Voorhees Returns to Paramount, New Friday the 13th Within 5 Years?

The Hollywood Reporter says that Warner Bros. has relinquished its hold on the franchise and the rights are heading back to Paramount.  

Paramount now has five years to enjoy those rights, meaning, the studio can move forward on a new film if it chooses to without it being mired in rights nonsense.

A sequel to the 2009 reboot has been languishing due to all sorts of rights complications.

Per THR:

The original Friday was made in 1980 by producer Sean Cunningham with investments from Boston theater owners. Paramount got domestic distribution rights; Warners had international. Eventually, the rights reverted back to Cunningham, who took them to New Line Cinema in the 1990s as part of an attempt to jumpstart a Freddy vs. Jason movie (with the villain from A Nightmare on Elm Street). That process took more than 10 years, and in the meantime, New Line made two other Friday the 13th movies.
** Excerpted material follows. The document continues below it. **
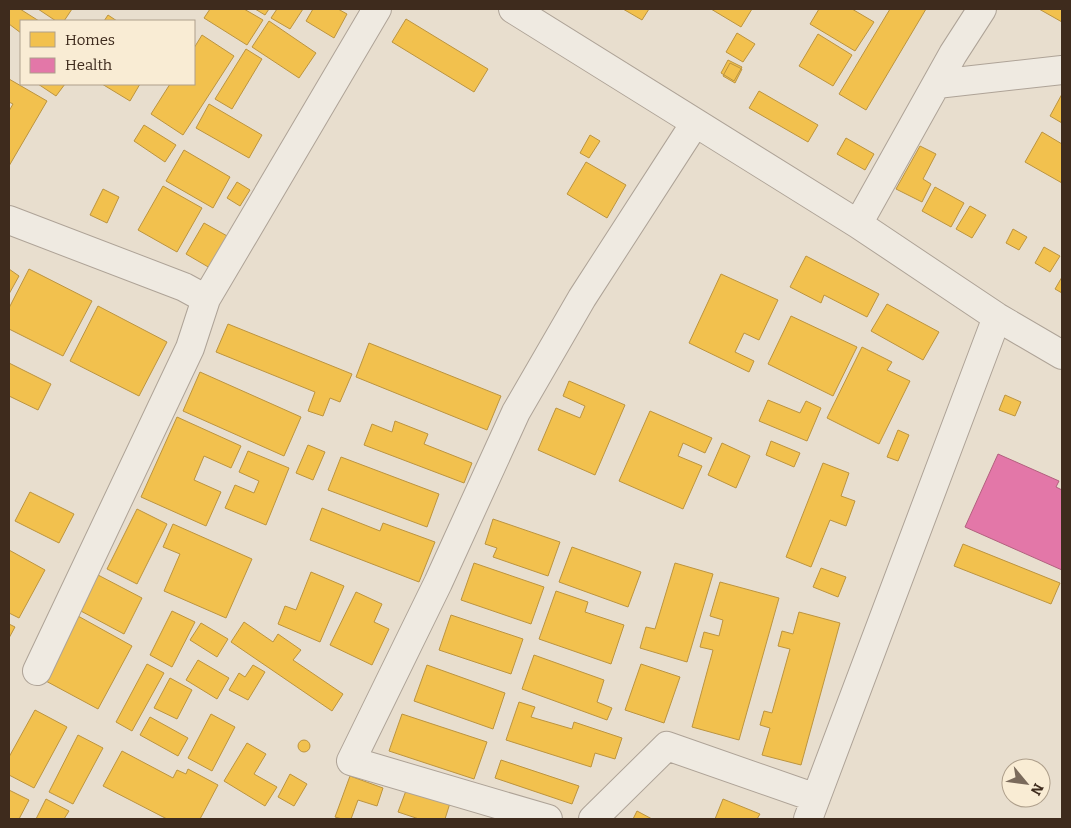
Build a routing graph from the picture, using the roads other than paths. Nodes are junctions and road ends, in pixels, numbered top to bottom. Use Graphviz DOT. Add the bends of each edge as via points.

When it came time for New Line, now part of Warner Bros., to develop a Friday remake/reboot, it was revealed that Paramount had certain rights to the original and had to be brought in as 50-50 partners. Michael Bay’s Platinum Dunes ended up producing 2009’s Friday the 13th, which grossed a respectable $91 million for Paramount and Warners on a budget of less than $20 million. 

Warner Bros. offered up its stake in Friday the 13th so it could join Paramount in Christopher Nolan’s Interstellar.